Submitted: February 26, 2003.
Filed: March 17, 2003. Order Filed: May 1, 2003.
Before: Honorable James Gardner Colins, President Judge; Honorable Doris A. Smith-Ribner, Judge; Honorable Jim Flaherty, Judge.
ORDER
NOW, May 1, 2003, having considered appellee's application for reconsideration the application is granted. Our opinion and Order filed March 17, 2003 are hereby withdrawn.
No additional briefs shall be filed in this matter.
Richard Eugene Jones and Benny Garro/Top Notch Automotive, Inc. appeal the order of the Court of Common Pleas of Philadelphia County denying their consolidated appeals and sustaining the suspension of Top Notch Automotive's certificate of appointment as an official emission inspection station and the suspension of Jones and Garro's certifications as official emission inspection mechanics.

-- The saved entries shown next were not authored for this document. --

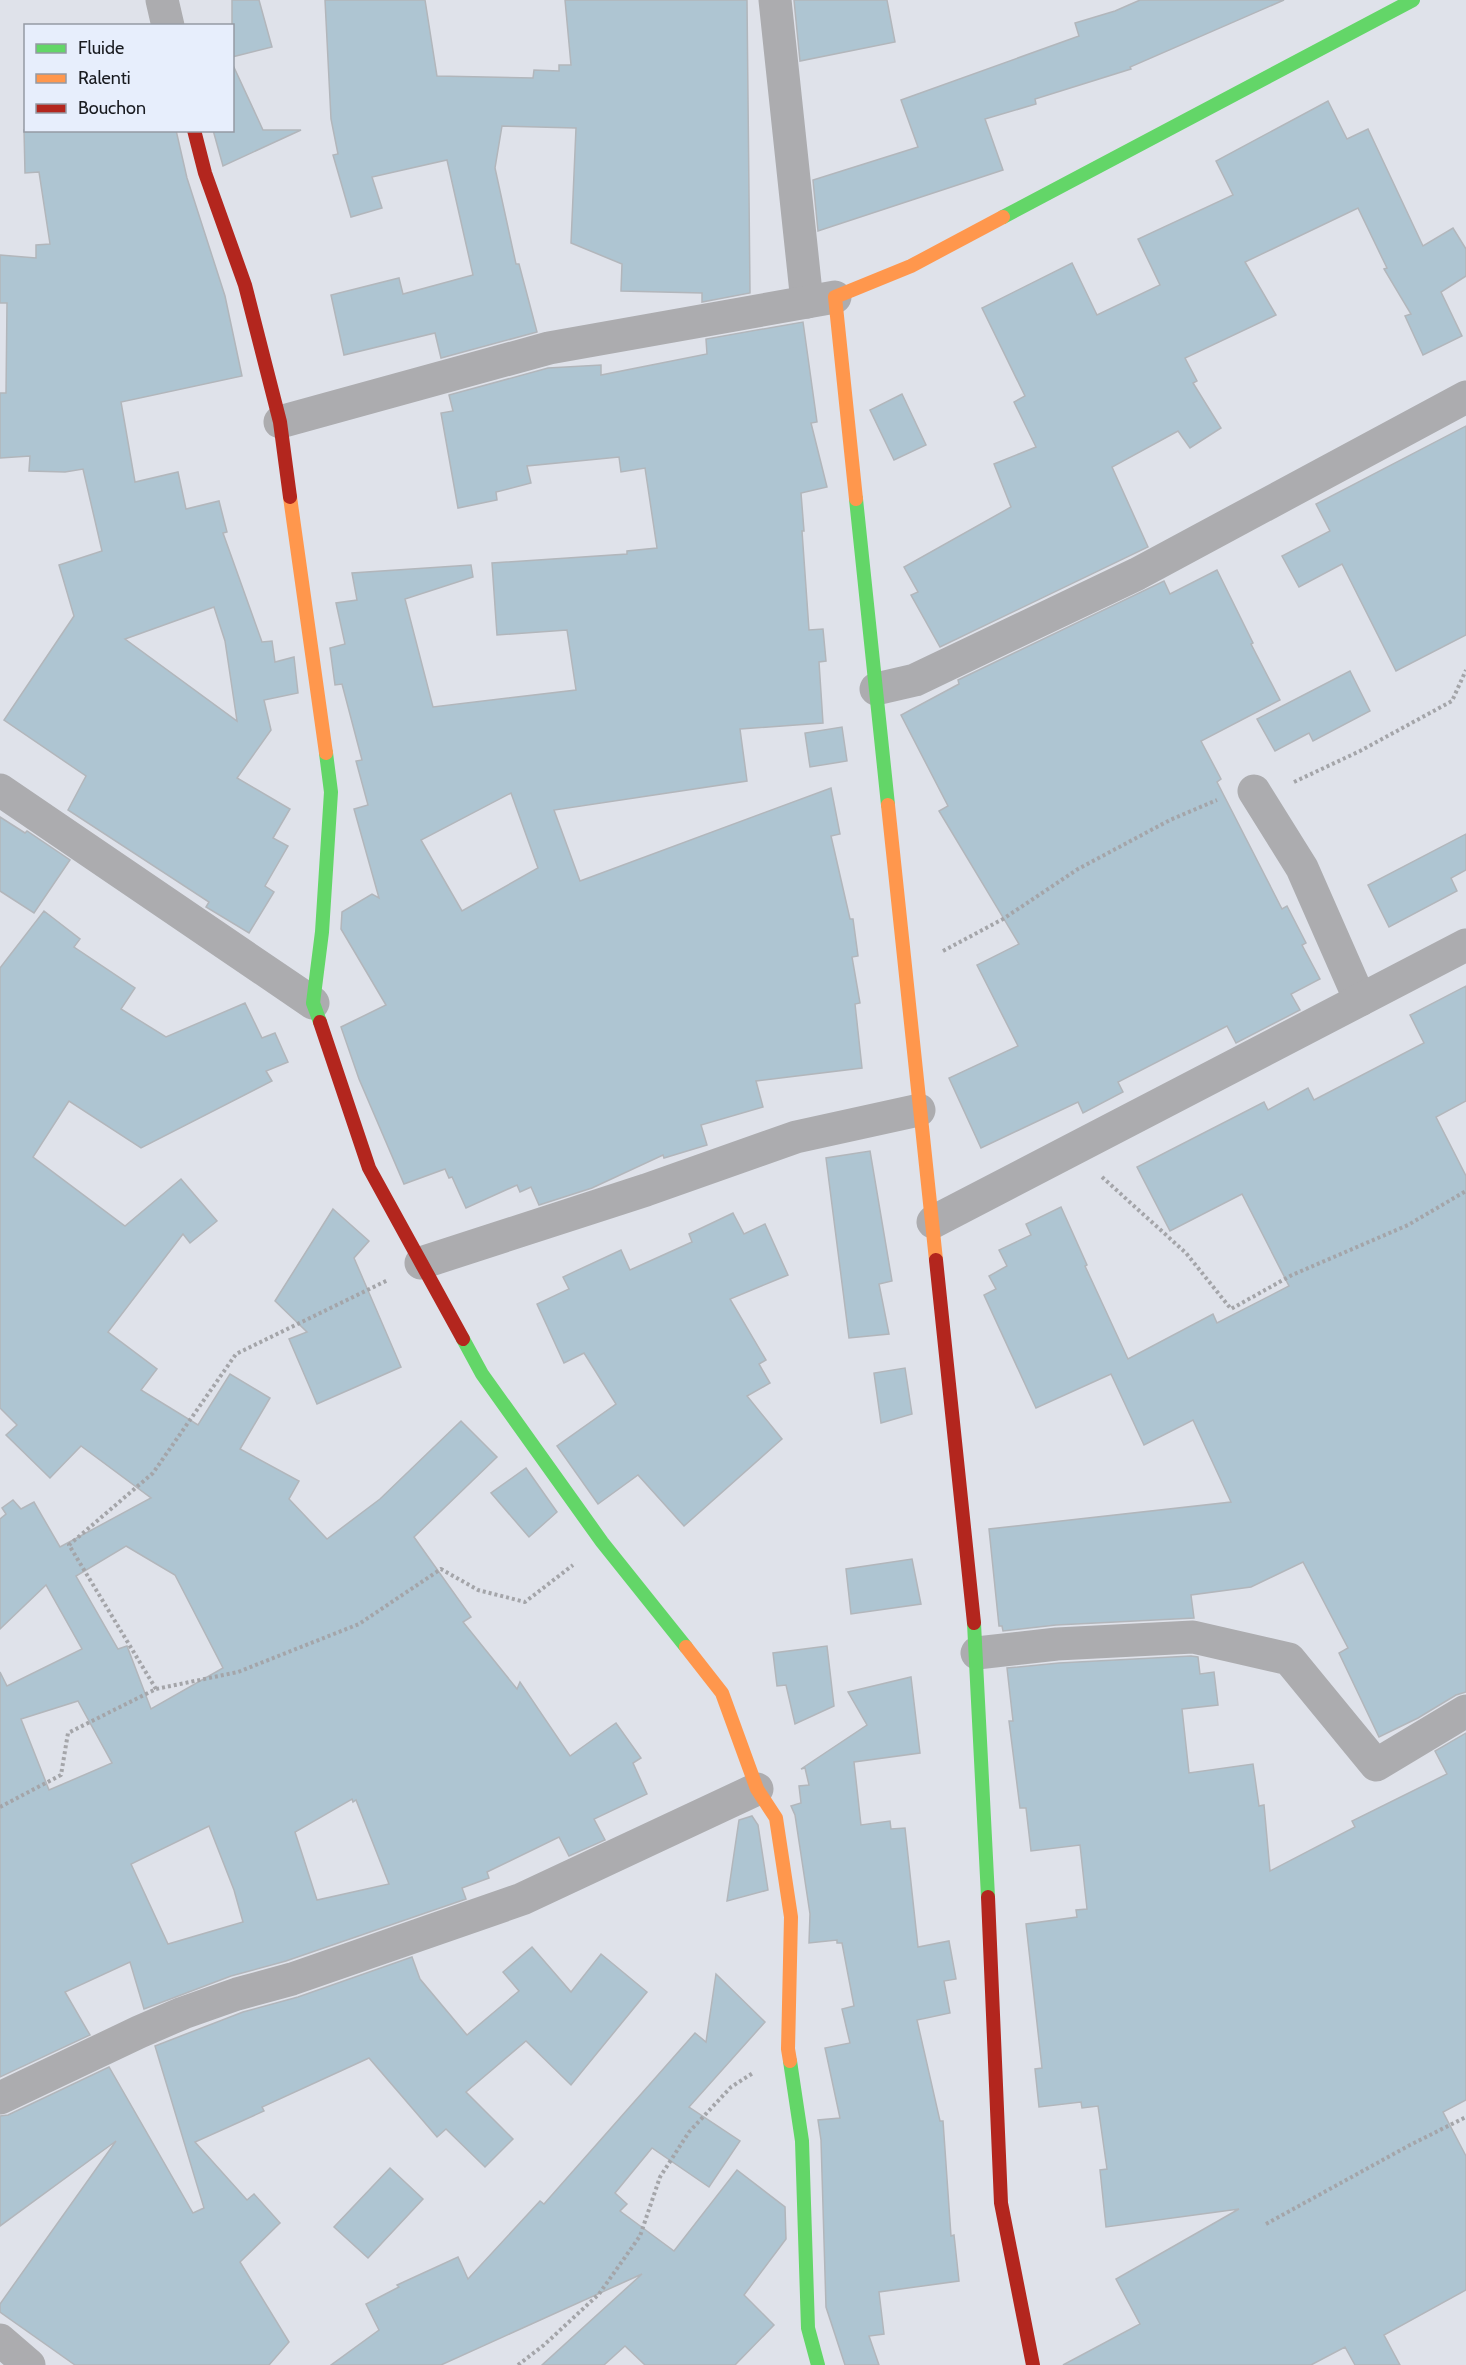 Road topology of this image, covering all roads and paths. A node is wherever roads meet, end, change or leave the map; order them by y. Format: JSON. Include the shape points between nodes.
{"nodes":[{"id":1,"x":162,"y":0,"type":"edge"},
{"id":2,"x":774,"y":0,"type":"edge"},
{"id":3,"x":1413,"y":0,"type":"edge"},
{"id":4,"x":168,"y":24,"type":"edge"},
{"id":5,"x":195,"y":132,"type":"edge"},
{"id":6,"x":821,"y":300,"type":"junction"},
{"id":7,"x":1466,"y":397,"type":"edge"},
{"id":8,"x":280,"y":422,"type":"junction"},
{"id":9,"x":1466,"y":670,"type":"edge"},
{"id":10,"x":876,"y":689,"type":"junction"},
{"id":11,"x":0,"y":790,"type":"edge"},
{"id":12,"x":1254,"y":790,"type":"junction"},
{"id":13,"x":1466,"y":945,"type":"edge"},
{"id":14,"x":905,"y":971,"type":"junction"},
{"id":15,"x":1360,"y":1000,"type":"junction"},
{"id":16,"x":313,"y":1003,"type":"junction"},
{"id":17,"x":919,"y":1110,"type":"junction"},
{"id":18,"x":1072,"y":1150,"type":"junction"},
{"id":19,"x":1466,"y":1191,"type":"edge"},
{"id":20,"x":933,"y":1222,"type":"junction"},
{"id":21,"x":421,"y":1263,"type":"junction"},
{"id":22,"x":602,"y":1542,"type":"junction"},
{"id":23,"x":977,"y":1653,"type":"junction"},
{"id":24,"x":156,"y":1689,"type":"junction"},
{"id":25,"x":1466,"y":1711,"type":"edge"},
{"id":26,"x":757,"y":1789,"type":"junction"},
{"id":27,"x":0,"y":1807,"type":"edge"},
{"id":28,"x":788,"y":2049,"type":"junction"},
{"id":29,"x":0,"y":2098,"type":"edge"},
{"id":30,"x":1466,"y":2117,"type":"edge"},
{"id":31,"x":1266,"y":2224,"type":"dead end"},
{"id":32,"x":0,"y":2340,"type":"edge"},
{"id":33,"x":29,"y":2365,"type":"edge"},
{"id":34,"x":518,"y":2365,"type":"edge"},
{"id":35,"x":818,"y":2365,"type":"edge"},
{"id":36,"x":1033,"y":2365,"type":"edge"}],
"edges":[{"from":1,"to":4,"type":"street"},
{"from":2,"to":6,"type":"street"},
{"from":3,"to":6,"type":"street","via":[[911,266]]},
{"from":5,"to":8,"type":"street","via":[[245,285]]},
{"from":6,"to":8,"type":"street","via":[[549,348]]},
{"from":6,"to":10,"type":"street"},
{"from":7,"to":10,"type":"street","via":[[1137,574],[915,680]]},
{"from":8,"to":16,"type":"street","via":[[331,792]]},
{"from":9,"to":12,"type":"path","via":[[1452,701],[1287,786]]},
{"from":10,"to":14,"type":"street"},
{"from":11,"to":16,"type":"street"},
{"from":12,"to":14,"type":"path","via":[[1233,794],[1170,820],[1078,869],[1003,919]]},
{"from":12,"to":15,"type":"street","via":[[1302,868]]},
{"from":13,"to":15,"type":"street"},
{"from":14,"to":17,"type":"street"},
{"from":15,"to":18,"type":"street"},
{"from":16,"to":21,"type":"street","via":[[369,1168]]},
{"from":17,"to":20,"type":"street"},
{"from":17,"to":21,"type":"street","via":[[796,1137]]},
{"from":18,"to":19,"type":"path","via":[[1186,1253],[1231,1310],[1292,1275],[1407,1225]]},
{"from":18,"to":20,"type":"street"},
{"from":20,"to":23,"type":"street"},
{"from":21,"to":22,"type":"street","via":[[482,1374]]},
{"from":21,"to":24,"type":"path","via":[[236,1354],[153,1473],[69,1545]]},
{"from":22,"to":24,"type":"path","via":[[525,1602],[478,1590],[441,1569],[359,1624],[238,1672]]},
{"from":22,"to":26,"type":"street","via":[[722,1693]]},
{"from":23,"to":25,"type":"street","via":[[1057,1644],[1193,1637],[1289,1659],[1376,1765]]},
{"from":23,"to":36,"type":"street","via":[[1001,2203]]},
{"from":24,"to":27,"type":"path","via":[[68,1732],[61,1775]]},
{"from":26,"to":28,"type":"street","via":[[776,1818],[791,1917]]},
{"from":26,"to":29,"type":"street","via":[[522,1899],[183,2013]]},
{"from":28,"to":34,"type":"path","via":[[731,2087],[689,2132],[660,2177],[640,2236],[598,2294]]},
{"from":28,"to":35,"type":"street","via":[[802,2141],[808,2328]]},
{"from":30,"to":31,"type":"path"},
{"from":32,"to":33,"type":"street"}]}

By notice dated January 9, 2001, the Department of Transportation, Bureau of Motor Vehicles (PennDOT) notified Top Notch that as the result of a covert audit of its activities, its certificate of appointment as an official emission inspection station was being suspended pursuant to 75 Pa.C.S.A. § 4724 for two consecutive one-year periods for furnishing a certificate of inspection without having conducted the inspection and for fraudulent recordkeeping. As a result of a subsequent overt audit, Top Notch was notified by notice dated February 28, 2001 that its certificate of appointment was being suspended permanently for 1,751 counts of furnishing certificates of suspension without having conducted the inspections and for fraudulent recordkeeping.
Also as a result of the covert audit, Jones and Garro were notified by notices dated January 9, 2001 that their certifications as official emission inspection mechanics were suspended pursuant to 75 Pa.C.S.A. § 4726 for two consecutive one-year periods for furnishing a certificate of inspection without having conducted the inspection and for fraudulent recordkeeping. As a result of the overt audit, Jones and Garro's certifications were suspended permanently for 1,751 counts of furnishing certificates of suspension without having conducted the inspections and for fraudulent recordkeeping.

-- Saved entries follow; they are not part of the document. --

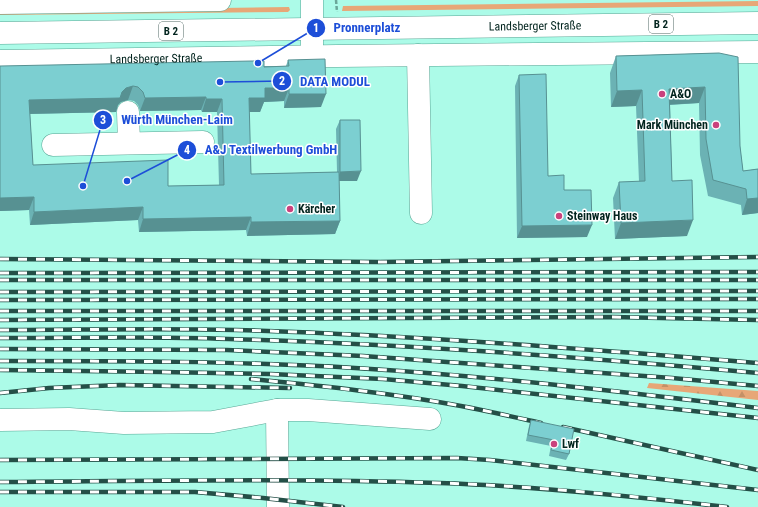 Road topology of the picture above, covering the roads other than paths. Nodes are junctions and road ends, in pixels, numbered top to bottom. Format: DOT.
graph roads {
  1 [pos="220,0"];
  2 [pos="312,0"];
  3 [pos="0,3"];
  4 [pos="758,23"];
  5 [pos="312,29"];
  6 [pos="0,33"];
  7 [pos="758,52"];
  8 [pos="418,55"];
  9 [pos="312,56"];
  10 [pos="0,61"];
  11 [pos="128,112"];
  12 [pos="203,142"];
  13 [pos="129,143"];
  14 [pos="53,145"];
  15 [pos="420,213"];
  16 [pos="277,410"];
  17 [pos="430,419"];
  18 [pos="0,420"];
  19 [pos="278,507"];
  1 -- 3 [label="street"];
  2 -- 5 [label="street"];
  4 -- 5 [label="street, Landsberger Straße / B 2"];
  5 -- 6 [label="street, Landsberger Straße / B 2"];
  5 -- 9 [label="street"];
  7 -- 8 [label="street, Landsberger Straße"];
  8 -- 9 [label="street, Landsberger Straße"];
  8 -- 15 [label="street"];
  9 -- 10 [label="street, Landsberger Straße"];
  11 -- 13 [label="street"];
  12 -- 13 [label="street"];
  13 -- 14 [label="street"];
  16 -- 17 [label="street"];
  16 -- 18 [label="street"];
  16 -- 19 [label="street"];
} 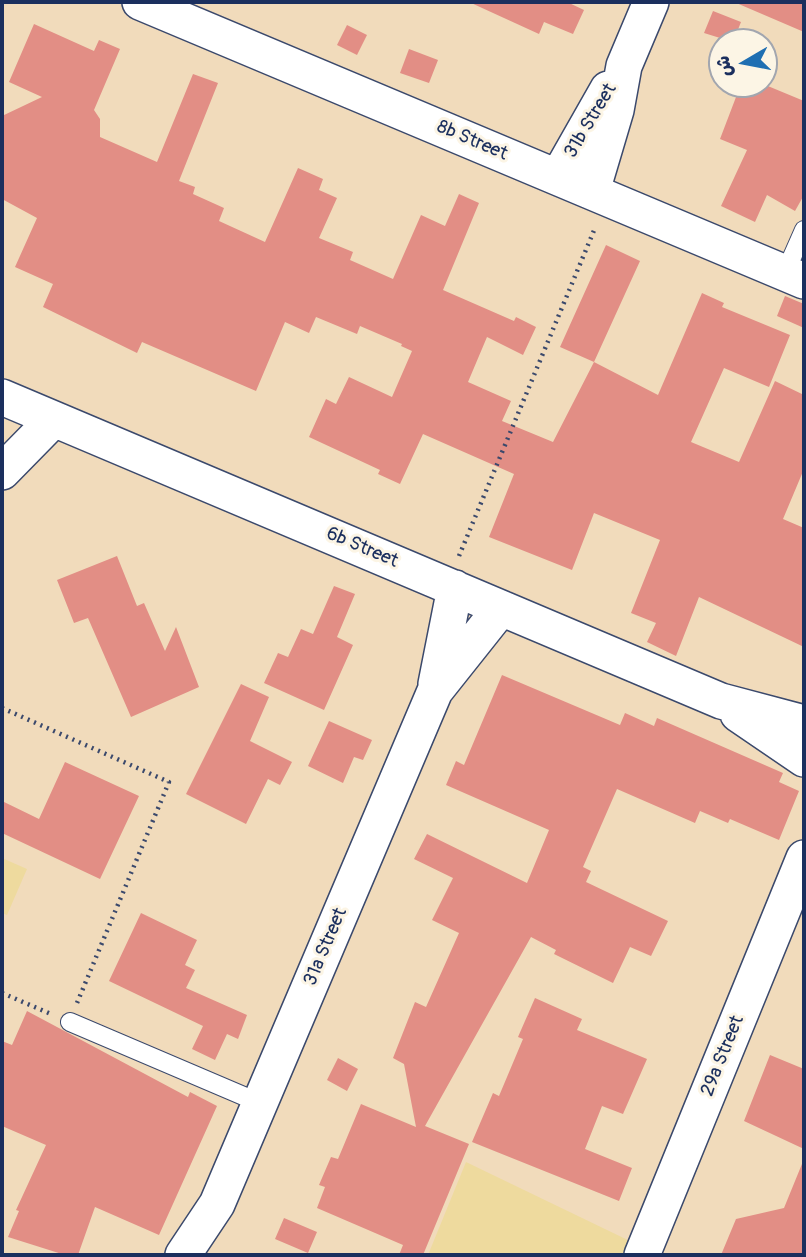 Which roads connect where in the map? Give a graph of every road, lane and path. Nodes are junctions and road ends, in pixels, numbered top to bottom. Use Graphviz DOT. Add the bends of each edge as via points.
graph roads {
  1 [pos="140,2"];
  2 [pos="651,2"];
  3 [pos="624,66"];
  4 [pos="558,177"];
  5 [pos="600,194"];
  6 [pos="804,230"];
  7 [pos="795,277"];
  8 [pos="2,398"];
  9 [pos="2,404"];
  10 [pos="54,420"];
  11 [pos="2,472"];
  12 [pos="451,586"];
  13 [pos="501,608"];
  14 [pos="435,691"];
  15 [pos="721,701"];
  16 [pos="2,708"];
  17 [pos="804,723"];
  18 [pos="804,759"];
  19 [pos="804,858"];
  20 [pos="2,993"];
  21 [pos="70,1022"];
  22 [pos="260,1103"];
  23 [pos="217,1204"];
  24 [pos="183,1255"];
  25 [pos="208,1255"];
  26 [pos="642,1255"];
  1 -- 4 [label="street, 8b Street"];
  2 -- 3 [label="street, 31b Street"];
  3 -- 4 [label="street, 31b Street"];
  3 -- 5 [label="street, 31b Street"];
  4 -- 5 [label="street, 8b Street"];
  5 -- 7 [label="street, 8b Street"];
  5 -- 12 [label="path"];
  6 -- 7 [label="lane"];
  8 -- 9 [label="street"];
  8 -- 10 [label="street, 6b Street"];
  10 -- 11 [label="street"];
  10 -- 12 [label="street, 6b Street"];
  12 -- 13 [label="street, 6b Street"];
  12 -- 14 [label="street, 31a Street"];
  13 -- 14 [label="street, 31a Street"];
  13 -- 15 [label="street, 6b Street"];
  14 -- 22 [label="street, 31a Street"];
  15 -- 17 [label="street, 6b Street"];
  15 -- 18 [label="street, 6b Street"];
  16 -- 21 [label="path" via="169,782"];
  19 -- 26 [label="street, 29a Street"];
  20 -- 21 [label="path"];
  21 -- 22 [label="lane"];
  22 -- 23 [label="street, 31a Street"];
  23 -- 24 [label="street, 31a Street"];
  23 -- 25 [label="street, 31a Street"];
}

Top Notch, Jones, and Garro filed nine statutory appeals, which were consolidated. At a hearing before the trial court, PennDOT submitted certified documents containing the notices from PennDOT to each of the appellants. Edward Brodzik, a covert auditor for the Pennsylvania Emissions Team, testified that on December 13, 2000 he sought an emissions inspection at Top Notch Automotive and Garro offered to sell him a safety inspection sticker and emission inspection sticker for $150. He paid Garro $150 for the stickers, which Jones affixed to the car's windshield, and he left; he did not provide Garro with any automobile insurance information.
McRay Bostick, an independent auditor with the Emissions Team who performed the overt audit, testified that on December 13, 2000 he went to Top Notch Automotive to examine logs of safety inspections performed. He testified that the MV-431 log contained no entry for the covert vehicle, and that the analyzer log similarly contained no entry for the emission sticker issued to that vehicle. Bostick said that he then performed a complete audit that revealed 1,750 stickers unaccounted for. Bostick testified that he returned to Top Notch Automotive on January 3, 2001, at which time Garro reported 377 stickers stolen. According to Bostick, PennDOT records show that at least one of the stickers that Garro reported stolen was issued to a vehicle under Garro's technician number.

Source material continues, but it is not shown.